GEORGE W. BUSH, out jogging one morning, trips and falls over a bridge railing and lands in the creek below, unconscious. Before the Secret Service can reach him, three kids who are fishing pull him out. The grateful President offers them whatever they want.
First Kid:
"I want to go to Disneyland."
President: "No problem. I'll take you there on Air Force One!!"
Second Kid: "I want a new pair of Nike Air Jordan's."
President:
I'll get them for you and even have Michael sign them!!
Third Kid: "I want a motorized wheelchair with a built-in TV and stereo headset."
President: (perplexed) "You don't look handicapped."
Third Kid: "No, but I will be when my dad finds out I saved your sorry ass!!"

July 2001

More Hidden History
From Out for Good, by Dudley Clendinnen & Adam Nagourney: "'I do remember the shock I got when he moved off that stool at the bar,' said Wynkoop, who remembered Sagarin being severely crippled and stooped." Edward Sagarin wrote The Homosexual in America, a book that has been called the first essential document of gay liberation in America, under the pseudonym Donald Webster Cory, in 1951. A pioneer of the American gay rights movement was a crip.
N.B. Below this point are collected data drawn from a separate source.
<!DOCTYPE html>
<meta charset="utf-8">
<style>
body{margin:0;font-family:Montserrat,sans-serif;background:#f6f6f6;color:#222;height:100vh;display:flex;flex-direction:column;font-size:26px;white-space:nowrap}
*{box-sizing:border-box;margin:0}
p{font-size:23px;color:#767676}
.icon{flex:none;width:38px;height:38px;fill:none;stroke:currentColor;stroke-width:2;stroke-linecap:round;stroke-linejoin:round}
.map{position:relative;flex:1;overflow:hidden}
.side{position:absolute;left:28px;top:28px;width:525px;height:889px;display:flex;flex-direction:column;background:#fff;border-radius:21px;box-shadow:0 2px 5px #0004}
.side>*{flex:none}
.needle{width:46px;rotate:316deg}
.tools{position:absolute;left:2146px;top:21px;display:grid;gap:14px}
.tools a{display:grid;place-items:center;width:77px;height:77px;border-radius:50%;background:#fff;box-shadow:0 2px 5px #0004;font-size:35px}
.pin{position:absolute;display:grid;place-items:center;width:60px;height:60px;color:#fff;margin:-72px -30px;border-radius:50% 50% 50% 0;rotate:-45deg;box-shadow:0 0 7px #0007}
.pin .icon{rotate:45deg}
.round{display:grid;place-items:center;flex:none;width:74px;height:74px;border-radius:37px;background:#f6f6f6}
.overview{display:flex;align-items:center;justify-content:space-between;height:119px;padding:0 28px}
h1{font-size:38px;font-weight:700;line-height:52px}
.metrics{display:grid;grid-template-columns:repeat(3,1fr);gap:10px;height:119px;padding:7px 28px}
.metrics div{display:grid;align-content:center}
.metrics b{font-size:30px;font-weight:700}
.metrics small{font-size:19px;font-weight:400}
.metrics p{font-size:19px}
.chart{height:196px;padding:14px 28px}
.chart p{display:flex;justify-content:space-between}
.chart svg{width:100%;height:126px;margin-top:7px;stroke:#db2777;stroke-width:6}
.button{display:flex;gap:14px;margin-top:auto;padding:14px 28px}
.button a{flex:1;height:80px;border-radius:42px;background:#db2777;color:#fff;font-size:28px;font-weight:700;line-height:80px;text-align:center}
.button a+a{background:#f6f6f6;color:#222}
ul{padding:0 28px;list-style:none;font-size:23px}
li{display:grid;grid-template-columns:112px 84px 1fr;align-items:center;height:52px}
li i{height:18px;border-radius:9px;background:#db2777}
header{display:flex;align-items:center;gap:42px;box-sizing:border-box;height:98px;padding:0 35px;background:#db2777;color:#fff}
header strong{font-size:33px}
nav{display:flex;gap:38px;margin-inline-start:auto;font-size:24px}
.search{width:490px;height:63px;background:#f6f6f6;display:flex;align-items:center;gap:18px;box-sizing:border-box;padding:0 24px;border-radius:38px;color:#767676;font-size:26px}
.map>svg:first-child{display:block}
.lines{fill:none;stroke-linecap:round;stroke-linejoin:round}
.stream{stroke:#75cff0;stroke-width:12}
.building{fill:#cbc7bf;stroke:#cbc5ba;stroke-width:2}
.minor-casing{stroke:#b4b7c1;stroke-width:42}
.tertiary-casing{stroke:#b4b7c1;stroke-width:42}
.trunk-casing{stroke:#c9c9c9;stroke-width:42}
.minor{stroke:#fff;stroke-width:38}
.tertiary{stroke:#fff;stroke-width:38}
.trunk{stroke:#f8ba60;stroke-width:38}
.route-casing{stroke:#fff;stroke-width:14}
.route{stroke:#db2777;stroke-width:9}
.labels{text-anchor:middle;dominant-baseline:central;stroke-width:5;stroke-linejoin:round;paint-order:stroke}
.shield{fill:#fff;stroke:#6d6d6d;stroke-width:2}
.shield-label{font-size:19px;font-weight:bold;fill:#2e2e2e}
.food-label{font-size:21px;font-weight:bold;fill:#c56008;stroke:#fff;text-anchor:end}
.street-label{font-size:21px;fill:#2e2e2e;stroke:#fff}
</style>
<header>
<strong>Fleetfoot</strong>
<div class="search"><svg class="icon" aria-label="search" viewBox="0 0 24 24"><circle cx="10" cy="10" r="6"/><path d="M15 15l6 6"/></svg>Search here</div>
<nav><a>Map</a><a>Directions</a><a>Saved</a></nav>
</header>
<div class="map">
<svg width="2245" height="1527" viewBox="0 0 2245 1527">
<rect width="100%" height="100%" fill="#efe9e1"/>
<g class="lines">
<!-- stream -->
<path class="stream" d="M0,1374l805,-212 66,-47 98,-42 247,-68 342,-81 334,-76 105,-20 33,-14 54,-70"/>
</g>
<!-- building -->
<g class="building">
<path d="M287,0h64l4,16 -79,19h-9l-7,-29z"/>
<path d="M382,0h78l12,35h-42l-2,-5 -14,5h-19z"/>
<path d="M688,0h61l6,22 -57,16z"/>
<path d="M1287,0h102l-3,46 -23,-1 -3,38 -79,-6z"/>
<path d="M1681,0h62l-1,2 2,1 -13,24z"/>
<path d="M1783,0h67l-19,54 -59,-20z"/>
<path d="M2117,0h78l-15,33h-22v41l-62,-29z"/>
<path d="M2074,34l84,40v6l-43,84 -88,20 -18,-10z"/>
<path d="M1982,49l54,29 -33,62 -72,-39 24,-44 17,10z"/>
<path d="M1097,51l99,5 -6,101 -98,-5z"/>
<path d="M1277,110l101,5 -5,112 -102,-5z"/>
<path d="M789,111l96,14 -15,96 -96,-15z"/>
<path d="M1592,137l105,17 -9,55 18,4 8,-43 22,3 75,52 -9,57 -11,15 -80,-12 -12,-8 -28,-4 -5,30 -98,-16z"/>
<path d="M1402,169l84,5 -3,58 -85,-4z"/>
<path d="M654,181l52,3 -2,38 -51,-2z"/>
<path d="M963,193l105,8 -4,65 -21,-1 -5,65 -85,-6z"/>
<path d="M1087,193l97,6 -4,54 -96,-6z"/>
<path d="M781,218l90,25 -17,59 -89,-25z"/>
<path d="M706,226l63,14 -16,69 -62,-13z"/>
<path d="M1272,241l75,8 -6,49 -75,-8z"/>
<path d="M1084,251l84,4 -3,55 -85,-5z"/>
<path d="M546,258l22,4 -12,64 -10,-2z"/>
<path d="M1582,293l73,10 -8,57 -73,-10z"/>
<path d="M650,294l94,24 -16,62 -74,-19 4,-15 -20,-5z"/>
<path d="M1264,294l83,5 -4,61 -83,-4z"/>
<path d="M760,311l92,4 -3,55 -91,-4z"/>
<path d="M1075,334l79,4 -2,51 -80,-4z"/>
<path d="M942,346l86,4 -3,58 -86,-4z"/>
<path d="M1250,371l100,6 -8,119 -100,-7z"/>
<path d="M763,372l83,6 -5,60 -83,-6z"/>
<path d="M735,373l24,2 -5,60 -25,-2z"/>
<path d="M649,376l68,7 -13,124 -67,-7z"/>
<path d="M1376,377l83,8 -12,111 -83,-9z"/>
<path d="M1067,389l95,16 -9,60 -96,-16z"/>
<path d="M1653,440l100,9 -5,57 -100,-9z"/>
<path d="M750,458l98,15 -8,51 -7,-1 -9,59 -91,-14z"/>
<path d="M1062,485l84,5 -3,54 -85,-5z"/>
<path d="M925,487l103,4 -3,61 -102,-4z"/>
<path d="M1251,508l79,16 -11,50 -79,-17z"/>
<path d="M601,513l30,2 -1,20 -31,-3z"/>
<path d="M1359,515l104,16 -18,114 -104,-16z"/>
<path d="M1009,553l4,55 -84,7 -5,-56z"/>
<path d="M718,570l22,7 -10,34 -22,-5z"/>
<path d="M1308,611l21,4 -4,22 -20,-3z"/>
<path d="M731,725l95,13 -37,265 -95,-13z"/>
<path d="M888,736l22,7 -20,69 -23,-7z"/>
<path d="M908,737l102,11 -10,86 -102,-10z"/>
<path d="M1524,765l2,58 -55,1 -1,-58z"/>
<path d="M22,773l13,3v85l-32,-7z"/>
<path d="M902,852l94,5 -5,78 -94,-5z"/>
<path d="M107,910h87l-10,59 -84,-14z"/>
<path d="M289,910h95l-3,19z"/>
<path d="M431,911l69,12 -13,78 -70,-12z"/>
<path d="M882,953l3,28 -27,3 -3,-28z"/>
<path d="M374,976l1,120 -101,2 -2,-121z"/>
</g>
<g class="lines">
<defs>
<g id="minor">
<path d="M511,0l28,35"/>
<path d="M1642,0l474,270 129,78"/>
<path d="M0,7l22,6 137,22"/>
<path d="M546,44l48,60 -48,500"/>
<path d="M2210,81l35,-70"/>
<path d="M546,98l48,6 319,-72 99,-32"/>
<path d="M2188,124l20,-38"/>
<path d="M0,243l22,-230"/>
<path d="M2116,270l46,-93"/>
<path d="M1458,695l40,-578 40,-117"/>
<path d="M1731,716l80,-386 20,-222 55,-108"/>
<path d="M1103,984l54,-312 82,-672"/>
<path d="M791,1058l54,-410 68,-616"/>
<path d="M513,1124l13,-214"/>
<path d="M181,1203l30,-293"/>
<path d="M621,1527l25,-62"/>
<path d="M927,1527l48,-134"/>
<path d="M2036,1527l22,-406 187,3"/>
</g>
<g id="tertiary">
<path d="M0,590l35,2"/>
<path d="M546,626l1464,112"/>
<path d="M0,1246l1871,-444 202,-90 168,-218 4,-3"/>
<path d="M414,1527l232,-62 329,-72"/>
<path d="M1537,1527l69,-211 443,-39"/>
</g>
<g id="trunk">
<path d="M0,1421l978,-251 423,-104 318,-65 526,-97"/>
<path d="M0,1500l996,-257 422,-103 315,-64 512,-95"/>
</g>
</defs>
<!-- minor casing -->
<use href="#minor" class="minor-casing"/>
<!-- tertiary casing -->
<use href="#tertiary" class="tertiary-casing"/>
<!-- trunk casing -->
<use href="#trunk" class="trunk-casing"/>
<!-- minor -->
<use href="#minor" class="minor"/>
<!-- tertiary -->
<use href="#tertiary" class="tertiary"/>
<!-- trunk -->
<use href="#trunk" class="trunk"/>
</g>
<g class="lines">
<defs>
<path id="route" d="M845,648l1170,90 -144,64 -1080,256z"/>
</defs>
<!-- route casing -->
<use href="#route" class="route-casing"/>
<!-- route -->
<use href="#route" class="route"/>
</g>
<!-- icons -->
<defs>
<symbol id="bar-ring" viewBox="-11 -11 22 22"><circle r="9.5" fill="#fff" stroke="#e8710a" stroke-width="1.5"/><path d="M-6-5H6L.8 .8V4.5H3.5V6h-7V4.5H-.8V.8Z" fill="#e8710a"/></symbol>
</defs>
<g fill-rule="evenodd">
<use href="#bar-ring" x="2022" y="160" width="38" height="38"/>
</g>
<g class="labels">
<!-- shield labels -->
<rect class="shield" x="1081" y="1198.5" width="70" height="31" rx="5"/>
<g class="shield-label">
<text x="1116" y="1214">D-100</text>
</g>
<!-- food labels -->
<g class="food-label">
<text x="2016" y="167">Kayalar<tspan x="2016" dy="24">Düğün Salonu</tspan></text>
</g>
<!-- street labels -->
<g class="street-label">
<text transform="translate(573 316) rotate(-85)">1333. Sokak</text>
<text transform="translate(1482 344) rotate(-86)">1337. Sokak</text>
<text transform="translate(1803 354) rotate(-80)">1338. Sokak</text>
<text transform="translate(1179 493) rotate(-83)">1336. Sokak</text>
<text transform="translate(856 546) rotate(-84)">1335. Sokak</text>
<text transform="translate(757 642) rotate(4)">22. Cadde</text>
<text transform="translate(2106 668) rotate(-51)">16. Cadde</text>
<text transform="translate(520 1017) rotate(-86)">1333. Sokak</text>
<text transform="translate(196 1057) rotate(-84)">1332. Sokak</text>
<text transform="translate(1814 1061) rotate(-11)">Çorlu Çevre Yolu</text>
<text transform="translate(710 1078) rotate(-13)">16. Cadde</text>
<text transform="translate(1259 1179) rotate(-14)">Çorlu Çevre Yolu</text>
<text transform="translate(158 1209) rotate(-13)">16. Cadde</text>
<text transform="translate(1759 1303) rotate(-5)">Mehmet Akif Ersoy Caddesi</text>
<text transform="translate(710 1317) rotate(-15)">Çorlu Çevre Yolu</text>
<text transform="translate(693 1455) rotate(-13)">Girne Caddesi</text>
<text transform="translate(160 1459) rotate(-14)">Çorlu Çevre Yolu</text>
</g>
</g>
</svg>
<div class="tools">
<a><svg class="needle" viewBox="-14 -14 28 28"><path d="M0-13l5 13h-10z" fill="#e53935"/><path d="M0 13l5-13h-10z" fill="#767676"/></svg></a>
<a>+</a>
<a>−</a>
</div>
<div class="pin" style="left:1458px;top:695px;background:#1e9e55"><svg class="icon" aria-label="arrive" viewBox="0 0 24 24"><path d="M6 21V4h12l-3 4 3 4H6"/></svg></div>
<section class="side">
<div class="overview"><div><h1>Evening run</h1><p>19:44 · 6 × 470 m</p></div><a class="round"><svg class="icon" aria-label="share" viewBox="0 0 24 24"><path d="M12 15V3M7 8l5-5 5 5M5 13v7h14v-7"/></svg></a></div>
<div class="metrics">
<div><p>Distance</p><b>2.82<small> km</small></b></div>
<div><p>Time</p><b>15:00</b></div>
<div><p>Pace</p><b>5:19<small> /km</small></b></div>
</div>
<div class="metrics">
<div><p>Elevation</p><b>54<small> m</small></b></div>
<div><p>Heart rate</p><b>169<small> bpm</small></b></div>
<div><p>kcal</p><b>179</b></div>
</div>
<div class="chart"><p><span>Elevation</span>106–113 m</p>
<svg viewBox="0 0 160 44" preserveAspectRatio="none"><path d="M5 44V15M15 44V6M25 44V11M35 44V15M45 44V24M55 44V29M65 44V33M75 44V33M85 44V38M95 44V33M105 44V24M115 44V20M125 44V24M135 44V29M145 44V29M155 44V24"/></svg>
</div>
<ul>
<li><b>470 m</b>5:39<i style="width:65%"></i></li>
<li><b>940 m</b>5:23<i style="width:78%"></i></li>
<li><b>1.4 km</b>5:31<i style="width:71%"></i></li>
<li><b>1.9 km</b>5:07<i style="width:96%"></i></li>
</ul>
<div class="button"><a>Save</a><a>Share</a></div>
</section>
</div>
Who knew?

The human body is an instrument for the production of art in the life of the human soul.
-Aflred North Whitehead

May 2001

Assisted Living
The election result is good for me. Bush is this stable hard target. It's as if Quayle had won. Plus you have the wonderful narrative of how he got where he now is. It took his brother, his father, his father's friends, the Florida Secretary of State, and the Supreme Court to pull it off. His entire life gives fresh meaning to the phrase "assisted living."
-Gary Trudeau
The New Yorker, 2/08/2001

"Life is divided up into the horrible and the miserable," Woody Allen tells Diane Keaton in Annie Hall. "The horrible would be like terminal cases, blind people, cripples—I don't know how they get through life. It's amazing to me. And the miserable is everyone else. So, when you go through life, you should be thankful that you're miserable."

March 2001

Infirmity alone makes us take notice and learn, and enables us to analyze processes which we would otherwise know nothing about
-Marcel Proust

Mathew Buchinger, The Little Man of Nuremberg, was only twenty-nine inches tall and had no arms or legs but was blessed with remarkable skills. With his stumps he performed a variety of conjuring effects, played musical instruments, and produced miniature calligraphy. His prowess at manipulating the bones undetected and fleecing his opponents is recorded in a broadside from 1726 entitled "A Poem on Mathew Buchinger, The Greatest German Living."
-Ricky Jay, "The Story of Dice"
The New Yorker, 12/11/2000

January 2001

Whenever I am asked why Southern writers have this penchant for writing about freaks, I say it is because we are still able to recognize one.
-Flannery O'Connor died at age thirty-nine of lupus in 1964

"Everything we do is dependent on technology," said Ms. Siino, a marketing consultant who telecommutes to San Francisco, 80 miles away. She has a short attention span, she acknowledged, a need for Internet speed—fed by a culture grown dependent on a round-the-clock stream of digital blips and pulses. "When you're not on computer," Ms. Siino said, "you may as well cut off your arm."
The New York Times, 1/28/01

November 2000

"Damn Yankees" racked up over a thousand performances and brought Ms. Verdon her second Tony. It was an impressive showing for a performer who spent her early childhood years laced into orthopedic boots to correct legs that had been weakened and deformed by a series of illnesses.
-Gwen Verdon Obituary
The New York Times, 10/19/00

We attribute virtue to healthy and beautiful bodies, and vice to ugly and sickly ones. Even virtues that only indirectly touch on embodied existence— benevolence, graciousness, and intellectual virtues—still have to overcome the reluctance in others to cede merit to those whose physicality displeases. -William Ian Miller, The Mystery of Courage

But the funniest part of the whole morning's entertainment, was undoubtedly the dancing of the little Dwarf. When he stumbled into the arena, waddling on his crooked legs and wagging his huge misshapen head from side to side, the children went off into a loud shout of delight. Perhaps the most amusing thing about him was his complete unconsciousness of his own grotesque appearance.
-Oscar Wilde, The Birthday of the Infanta

September 2000

There was a kid in my neighborhood who had Down syndrome, and everybody went out of their way to be inclusive and to be sensitive to his needs. But the minute he would grab my sister or fondle her inappropriately, immediately all the good intentions would cave in. And to me it was kind of comical.
-Michael White, screenwriter and costar, "Chuck and Buck"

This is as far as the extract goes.